Alandroal: Temperatura a oscilar entre os 16 ºC e os 30 ºC; neste momento 17,5 ºC e muito vento.


----------



## SpiderVV (18 Set 2011 às 00:16)

Aqui nada de vento, 16.2ºC e 78% HR.


----------



## ecobcg (18 Set 2011 às 10:25)

MeteoAlentejo disse:


> meus caros, não vou alimentar esta discussão.
> as condições são as mesma desde junho
> neste momento 30,6ºC



Para não haver mais discussões, aconselhava-te a colocar as informações da tua estação neste tópico: Fotos da Minha Estação (Sensor de Temperatura/Humidade) 

Assim, já todos ficamos esclarecidos quanto à instalação que tens, e não serão necessárias mais discussões...

------------

Por cá, sigo com *22,4ºC* neste momento, com vento fraco a moderado de NNE e com o céu limpo.
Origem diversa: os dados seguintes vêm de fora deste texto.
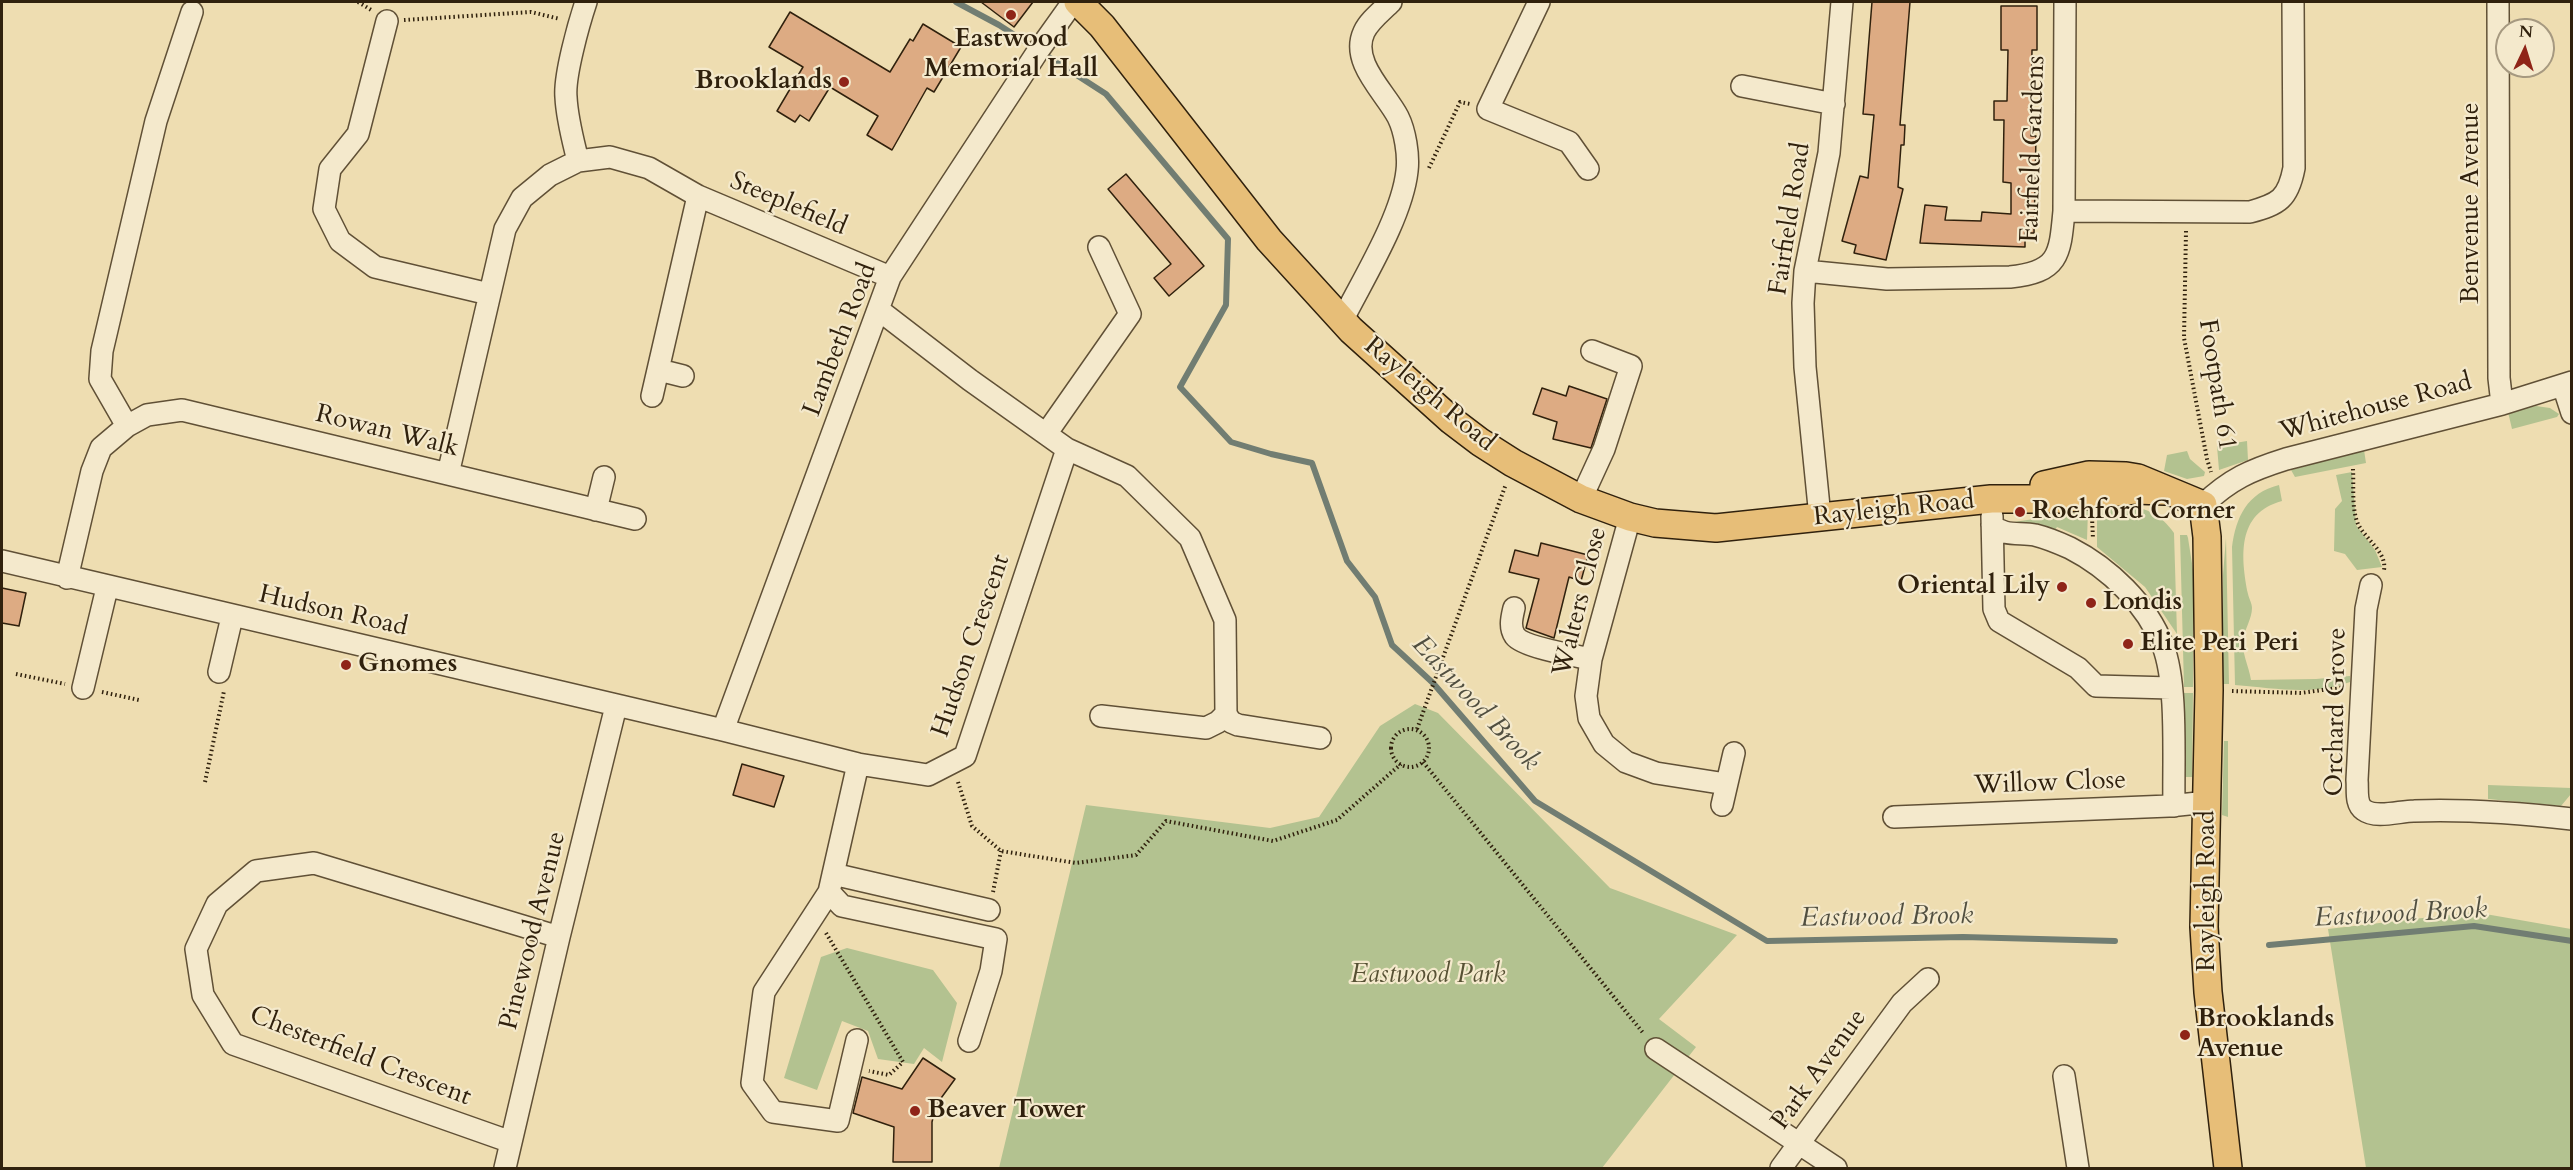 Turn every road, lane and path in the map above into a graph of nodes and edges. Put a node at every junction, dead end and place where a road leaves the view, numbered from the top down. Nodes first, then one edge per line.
1 (358, 2) edge
2 (586, 2) edge
3 (1073, 2) edge
4 (1078, 2) edge
5 (1391, 2) edge
6 (1539, 2) edge
7 (1842, 2) edge
8 (2065, 2) edge
9 (2293, 2) edge
10 (2499, 2) edge
11 (192, 12) dead end
12 (387, 21) junction
13 (579, 23) junction
14 (1742, 86) dead end
15 (1834, 105) junction
16 (578, 161) junction
17 (1588, 169) dead end
18 (698, 196) junction
19 (2064, 211) junction
20 (2186, 213) junction
21 (1099, 247) dead end
22 (1806, 271) junction
23 (890, 277) junction
24 (489, 294) junction
25 (879, 310) junction
26 (1342, 321) junction
27 (1593, 351) dead end
28 (659, 370) junction
29 (683, 376) dead end
30 (2567, 384) edge
31 (652, 396) dead end
32 (2502, 404) junction
33 (2571, 413) edge
34 (128, 426) junction
35 (1046, 434) junction
36 (1067, 449) junction
37 (1513, 463) junction
38 (2353, 469) dead end
39 (448, 474) junction
40 (604, 477) dead end
41 (2211, 497) junction
42 (1581, 499) junction
43 (2092, 507) dead end
44 (596, 510) junction
45 (1992, 512) junction
46 (1630, 517) junction
47 (1820, 518) junction
48 (635, 519) dead end
49 (2093, 546) dead end
50 (2, 561) edge
51 (67, 578) junction
52 (2371, 585) joint
53 (107, 588) junction
54 (1514, 608) dead end
55 (232, 617) junction
56 (1591, 659) junction
57 (219, 672) joint
58 (2362, 686) junction
59 (83, 688) dead end
60 (2171, 688) junction
61 (2232, 691) dead end
62 (616, 706) junction
63 (1226, 714) junction
64 (1101, 716) dead end
65 (1417, 729) junction
66 (723, 730) junction
67 (1320, 738) dead end
68 (1734, 753) dead end
69 (1423, 762) junction
70 (951, 763) junction
71 (858, 764) junction
72 (1401, 764) junction
73 (205, 782) dead end
74 (1726, 784) junction
75 (2208, 802) junction
76 (1722, 805) dead end
77 (2174, 806) junction
78 (1893, 817) dead end
79 (2571, 819) edge
80 (831, 883) junction
81 (989, 910) dead end
82 (815, 914) junction
83 (559, 937) junction
84 (1928, 979) dead end
85 (857, 1040) dead end
86 (969, 1041) dead end
87 (1656, 1049) joint
88 (851, 1066) junction
89 (2064, 1076) dead end
90 (511, 1142) junction
91 (1798, 1144) junction
92 (505, 1168) edge
93 (1781, 1168) edge
94 (1836, 1168) edge
95 (2078, 1168) edge
96 (2228, 1168) edge

1 - 12 path
2 - 13 street
3 - 23 street, Lambeth Road
4 - 26 main road, Rayleigh Road
5 - 26 street
6 - 17 street
7 - 15 street, Fairfield Road
8 - 19 street, Fairfield Gardens
9 - 20 street
10 - 32 street, Benvenue Avenue
11 - 34 street
12 - 13 path
12 - 24 street
13 - 16 street
14 - 15 street
15 - 22 street, Fairfield Road
16 - 18 street, Steeplefield
16 - 24 street, Steeplefield
18 - 23 street, Steeplefield
18 - 28 street, Steeplefield
19 - 20 street
19 - 22 street, Fairfield Gardens
20 - 41 path, Footpath 61
21 - 35 street
22 - 47 street, Fairfield Road
23 - 25 street, Lambeth Road
24 - 39 street, Steeplefield
25 - 35 street
25 - 66 street, Lambeth Road
26 - 37 main road, Rayleigh Road
27 - 42 street
28 - 29 street
28 - 31 street, Steeplefield
30 - 32 street, Whitehouse Road
30 - 33 street
32 - 41 street, Whitehouse Road
34 - 39 street, Rowan Walk
34 - 51 street, Rowan Walk
35 - 36 street
36 - 63 street
36 - 70 street, Hudson Crescent
37 - 42 main road, Rayleigh Road
37 - 65 path
38 - 52 path
39 - 44 street, Rowan Walk
40 - 44 street
41 - 45 main road, Rayleigh Road
41 - 75 main road, Rayleigh Road
42 - 46 main road, Rayleigh Road
43 - 49 path
44 - 48 street, Rowan Walk
45 - 47 main road, Rayleigh Road
45 - 60 street
45 - 60 street
46 - 47 main road, Rayleigh Road
46 - 56 street, Walters Close
50 - 51 street, Hudson Road
51 - 53 street, Hudson Road
52 - 58 street, Orchard Grove
53 - 55 street, Hudson Road
53 - 59 street
54 - 56 street
55 - 57 street
55 - 62 street, Hudson Road
56 - 74 street, Walters Close
57 - 73 path
58 - 61 path
58 - 79 street, Orchard Grove
60 - 77 street
62 - 66 street, Hudson Road
62 - 83 street, Pinewood Avenue
63 - 64 street
63 - 67 street
65 - 69 path
65 - 72 path
66 - 71 street, Hudson Crescent
68 - 74 street
69 - 72 path
69 - 87 path
70 - 71 street, Hudson Crescent
70 - 72 path
71 - 80 street
74 - 76 street
75 - 77 street, Willow Close
75 - 96 main road, Rayleigh Road
77 - 78 street, Willow Close
80 - 81 street
80 - 82 street
80 - 86 street
82 - 88 path
82 - 88 street
83 - 90 street, Pinewood Avenue
83 - 90 street, Chesterfield Crescent
84 - 91 street, Park Avenue
85 - 88 street
87 - 91 street
89 - 95 street
90 - 92 street, Pinewood Avenue
91 - 93 street, Park Avenue
91 - 94 street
A minima da noite foi de *17,0ºC*.


----------



## SpiderVV (18 Set 2011 às 12:12)

Boas, humidade muito baixa devido ao vento forte de NNW que se faz sentir. 22.5ºC e 21%.


----------



## SpiderVV (18 Set 2011 às 16:57)

Por cá,
27.4ºC, 21% HR. 17.3 km/h (rajada)


----------



## amando96 (18 Set 2011 às 17:08)

Mínima de 15.3ºC por agora humidade nos 24% e 28ºC


----------



## Gerofil (18 Set 2011 às 23:29)

Estremoz:

Temperatura máxima = 26,5 ºC (16h10); máxima ontem = 27,8 ºC (15h47)
Temperatura mínima = 12,9 ºC (07h12)

CONDIÇÕES ACTUAIS:
Temperatura = 16,6 ºC
Pressão atmosférica = 1016 hPa

*Hoje, ao contrário de ontem à noite, o vento calou-se.*

Este mês: Temp. máxima = 34,3 ºC (dia 13); temp. mínima = 12,3 ºC (dia 5).


----------



## Daniel Vilão (19 Set 2011 às 09:56)

Mínima de 11,7 ºC em Degracia.

Mínima que não surpreende mas denuncia o final do Verão iminente.


----------



## SpiderVV (19 Set 2011 às 13:41)

Por cá perdi o registo da mínima devido a problemas na recepção do sinal.  Agora 25.8ºC e 27% HR com vento fraco. Rajada máxima de 43.9 km/h, vento máximo de 35.6 km/h


----------



## ecobcg (19 Set 2011 às 16:10)

Boa tarde,

Por cá mais dia de sol, com a máxima a subir aos *29,1ºC* e a minima a ficar-se nos *16,7ºC*.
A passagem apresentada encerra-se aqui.